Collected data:

--

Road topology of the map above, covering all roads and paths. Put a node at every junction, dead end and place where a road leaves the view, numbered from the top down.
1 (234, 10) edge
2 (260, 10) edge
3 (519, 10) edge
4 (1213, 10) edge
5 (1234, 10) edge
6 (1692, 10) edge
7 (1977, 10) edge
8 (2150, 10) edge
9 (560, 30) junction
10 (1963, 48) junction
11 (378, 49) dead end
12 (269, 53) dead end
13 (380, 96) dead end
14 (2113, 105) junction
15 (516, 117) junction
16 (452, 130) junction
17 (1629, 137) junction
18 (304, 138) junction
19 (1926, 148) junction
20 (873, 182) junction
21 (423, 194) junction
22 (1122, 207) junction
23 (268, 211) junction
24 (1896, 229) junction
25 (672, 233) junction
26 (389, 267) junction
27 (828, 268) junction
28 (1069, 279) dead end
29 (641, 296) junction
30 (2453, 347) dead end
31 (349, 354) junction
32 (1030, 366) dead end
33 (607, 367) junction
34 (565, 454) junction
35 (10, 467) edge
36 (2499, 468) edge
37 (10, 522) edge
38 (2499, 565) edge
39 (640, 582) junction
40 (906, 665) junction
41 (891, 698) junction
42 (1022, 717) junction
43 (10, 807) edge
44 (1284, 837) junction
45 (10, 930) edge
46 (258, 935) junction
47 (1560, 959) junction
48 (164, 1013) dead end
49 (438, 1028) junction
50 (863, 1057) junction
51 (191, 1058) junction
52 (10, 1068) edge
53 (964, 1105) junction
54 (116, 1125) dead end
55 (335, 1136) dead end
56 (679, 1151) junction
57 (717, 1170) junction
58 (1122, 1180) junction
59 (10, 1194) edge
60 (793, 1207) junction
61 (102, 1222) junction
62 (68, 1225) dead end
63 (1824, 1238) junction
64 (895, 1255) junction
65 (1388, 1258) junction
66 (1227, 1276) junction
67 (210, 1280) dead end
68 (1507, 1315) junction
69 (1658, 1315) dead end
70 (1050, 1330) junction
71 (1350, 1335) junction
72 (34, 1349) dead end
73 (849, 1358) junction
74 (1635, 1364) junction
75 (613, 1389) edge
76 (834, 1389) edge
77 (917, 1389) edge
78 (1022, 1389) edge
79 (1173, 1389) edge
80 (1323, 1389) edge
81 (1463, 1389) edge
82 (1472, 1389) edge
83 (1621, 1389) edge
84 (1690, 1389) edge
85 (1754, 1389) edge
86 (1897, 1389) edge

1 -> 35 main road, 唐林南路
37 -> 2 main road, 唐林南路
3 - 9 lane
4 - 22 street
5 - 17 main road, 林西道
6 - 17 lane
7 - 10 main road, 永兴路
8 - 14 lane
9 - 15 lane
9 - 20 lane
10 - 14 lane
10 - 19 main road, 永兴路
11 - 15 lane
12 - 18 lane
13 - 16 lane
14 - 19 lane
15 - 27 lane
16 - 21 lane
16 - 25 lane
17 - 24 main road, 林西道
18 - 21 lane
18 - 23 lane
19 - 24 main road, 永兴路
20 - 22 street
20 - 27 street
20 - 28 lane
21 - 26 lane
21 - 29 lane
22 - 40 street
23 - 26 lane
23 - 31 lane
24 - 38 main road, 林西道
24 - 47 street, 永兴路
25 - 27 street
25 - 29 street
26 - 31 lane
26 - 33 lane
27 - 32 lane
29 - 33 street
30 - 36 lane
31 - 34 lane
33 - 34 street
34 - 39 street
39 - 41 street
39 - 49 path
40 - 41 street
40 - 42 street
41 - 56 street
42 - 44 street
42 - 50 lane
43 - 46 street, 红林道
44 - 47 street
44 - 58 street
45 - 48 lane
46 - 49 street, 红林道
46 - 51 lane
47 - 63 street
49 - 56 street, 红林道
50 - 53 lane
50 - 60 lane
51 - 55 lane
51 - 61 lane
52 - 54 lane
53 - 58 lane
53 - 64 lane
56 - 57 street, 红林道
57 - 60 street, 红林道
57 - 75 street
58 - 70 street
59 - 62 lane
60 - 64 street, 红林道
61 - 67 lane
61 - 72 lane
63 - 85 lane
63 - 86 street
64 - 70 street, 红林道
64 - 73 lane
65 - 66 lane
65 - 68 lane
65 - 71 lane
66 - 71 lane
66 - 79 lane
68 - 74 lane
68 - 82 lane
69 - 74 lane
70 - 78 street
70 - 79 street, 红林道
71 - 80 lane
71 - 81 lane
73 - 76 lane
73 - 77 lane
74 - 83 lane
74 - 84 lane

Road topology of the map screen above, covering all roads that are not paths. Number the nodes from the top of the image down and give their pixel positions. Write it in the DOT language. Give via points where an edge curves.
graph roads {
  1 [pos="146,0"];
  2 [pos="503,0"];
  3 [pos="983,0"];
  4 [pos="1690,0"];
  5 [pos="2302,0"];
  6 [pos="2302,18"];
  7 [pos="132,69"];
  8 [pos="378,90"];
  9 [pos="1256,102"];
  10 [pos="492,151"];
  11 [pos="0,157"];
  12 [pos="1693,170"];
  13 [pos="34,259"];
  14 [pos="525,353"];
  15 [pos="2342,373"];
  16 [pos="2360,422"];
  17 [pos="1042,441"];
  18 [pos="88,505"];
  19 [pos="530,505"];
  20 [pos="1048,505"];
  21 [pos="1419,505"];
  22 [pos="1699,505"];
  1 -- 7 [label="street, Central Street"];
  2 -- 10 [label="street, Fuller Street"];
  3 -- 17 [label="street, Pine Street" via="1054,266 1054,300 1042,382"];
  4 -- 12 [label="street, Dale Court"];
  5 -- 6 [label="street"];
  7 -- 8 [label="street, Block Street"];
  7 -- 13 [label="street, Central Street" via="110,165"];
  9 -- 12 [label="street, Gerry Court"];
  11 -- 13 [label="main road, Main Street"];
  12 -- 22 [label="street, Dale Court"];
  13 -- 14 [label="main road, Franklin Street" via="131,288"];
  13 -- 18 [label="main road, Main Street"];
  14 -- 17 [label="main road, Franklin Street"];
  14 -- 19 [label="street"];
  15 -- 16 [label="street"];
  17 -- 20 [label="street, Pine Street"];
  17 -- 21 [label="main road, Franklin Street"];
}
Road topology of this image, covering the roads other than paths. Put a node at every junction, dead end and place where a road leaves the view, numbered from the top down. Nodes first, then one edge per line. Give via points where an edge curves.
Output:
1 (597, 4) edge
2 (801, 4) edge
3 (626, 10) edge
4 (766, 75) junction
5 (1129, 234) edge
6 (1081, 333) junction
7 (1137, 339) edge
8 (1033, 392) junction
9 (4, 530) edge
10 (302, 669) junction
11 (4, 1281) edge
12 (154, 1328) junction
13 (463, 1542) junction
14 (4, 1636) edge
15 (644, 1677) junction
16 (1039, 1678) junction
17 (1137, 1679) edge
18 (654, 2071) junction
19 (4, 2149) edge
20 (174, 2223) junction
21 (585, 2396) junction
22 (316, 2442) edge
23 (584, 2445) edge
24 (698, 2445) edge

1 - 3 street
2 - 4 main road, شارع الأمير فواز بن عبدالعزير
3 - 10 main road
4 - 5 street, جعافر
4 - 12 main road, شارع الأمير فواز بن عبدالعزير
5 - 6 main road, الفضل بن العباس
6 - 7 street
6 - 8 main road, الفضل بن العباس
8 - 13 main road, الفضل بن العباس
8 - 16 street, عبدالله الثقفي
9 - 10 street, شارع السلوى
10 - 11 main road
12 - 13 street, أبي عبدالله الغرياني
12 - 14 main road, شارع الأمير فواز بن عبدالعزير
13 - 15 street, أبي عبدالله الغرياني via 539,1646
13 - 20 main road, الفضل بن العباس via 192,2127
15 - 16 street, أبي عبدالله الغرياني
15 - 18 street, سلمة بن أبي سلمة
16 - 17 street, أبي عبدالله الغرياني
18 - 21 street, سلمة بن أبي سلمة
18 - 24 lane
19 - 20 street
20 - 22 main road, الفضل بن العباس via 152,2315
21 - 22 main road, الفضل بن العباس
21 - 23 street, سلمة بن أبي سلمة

--

- ASSIGNMENT: Within the data, tally each line containing the string "عبدالعزير". Answer with the number by itself.

- SOLUTION TO THE EXERCISE: 3